It has come to my attention, belatedly, that the gore-fu classic STORY OF RICKY is available on Blu-Ray, courtesy of a company called Tokyo Shock that doesn’t even have a website as far as I can tell. Here’s the Amazon link. They say they only have eight copies left. You may have to fight for one.
What is STORY OF RICKY? It’s a rarely-screened Hong Kong kung fu movie, based on a super-violent comic series called Riki-Oh. The movie was first released in 1991. It tells the story (hey!) of a young hero, named Ricky (hey!), who is thrown into a maximum-security prison for reasons to be uncovered throughout the film. Yes, it’s the SHAWSHANK REDEMPTION of Hong Kong gore comedies. Put that in your IMDb Top 250 and smoke it. The story is set in the far-future of 2001, but none of that is the point.
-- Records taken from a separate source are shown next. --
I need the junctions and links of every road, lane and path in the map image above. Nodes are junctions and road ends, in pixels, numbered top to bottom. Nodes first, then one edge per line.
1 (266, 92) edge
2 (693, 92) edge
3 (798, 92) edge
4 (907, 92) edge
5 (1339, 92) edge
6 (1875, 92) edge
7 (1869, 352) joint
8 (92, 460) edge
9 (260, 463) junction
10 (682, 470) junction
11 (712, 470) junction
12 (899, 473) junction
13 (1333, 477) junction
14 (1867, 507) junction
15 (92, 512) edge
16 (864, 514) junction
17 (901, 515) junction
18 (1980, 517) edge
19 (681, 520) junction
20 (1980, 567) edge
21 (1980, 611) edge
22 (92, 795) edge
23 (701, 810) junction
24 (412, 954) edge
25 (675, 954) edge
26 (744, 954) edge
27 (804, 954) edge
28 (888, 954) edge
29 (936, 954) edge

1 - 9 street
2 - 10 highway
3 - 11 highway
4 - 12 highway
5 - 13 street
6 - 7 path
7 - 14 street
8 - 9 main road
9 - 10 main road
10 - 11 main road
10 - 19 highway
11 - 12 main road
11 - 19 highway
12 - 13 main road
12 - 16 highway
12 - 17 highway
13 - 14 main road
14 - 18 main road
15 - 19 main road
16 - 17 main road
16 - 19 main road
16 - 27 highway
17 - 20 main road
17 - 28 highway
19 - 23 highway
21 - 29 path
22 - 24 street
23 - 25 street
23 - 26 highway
The point is that Ricky has super-human strength [the reasons for which are never explained, nor should they be] as part of his kung fu repertoire, so when the corrupt warden and the assistant warden and their henchmen — the super-powered boss prisoners — mess with Ricky, he can punch their guts out.
I mean literally, punch their guts out.
Not for the squeamish, this one ain’t. It’s so over-the-top and unrealistically cartoony that in my opinion it’s hardly upsetting, but when violence happens in this movie, it’s more violent than the entire run of Scorsese gangster movies put together. There are few movies this gleefully, satisfyingly gory outside of maybe EVIL DEAD 2.
The movie follows absolutely none of the established rules of screenwriting. It’s more in line with more than a few of the rules of video games. Character allegiances and audience sympathies come and go as if they’re on on iPod shuffle setting. There is absolutely no moral or meaning. In short, this can’t be argued as a traditionally “good” movie, but would I rather watch this flick than anything Meryl Streep’s ever done in her life (excluding only ADAPTATION)? Yeah. For absolutely sure.
You watch this thing, which is hysterically funny, and you wonder, how much of its humor is intentional. The film as it’s available here is dubbed over in English, and the dialogue that’s said is at least as funny and insane as what’s happening on screen, so it’s possible that this was once a straight-faced effort that has since been given the Mystery Science Theater treatment. I wondered over this question for almost the entire running time, until the prison warden does what he does, and turns into what he turns into, and then the answer became clear. But I won’t go into that here. Best you discover that for yourself.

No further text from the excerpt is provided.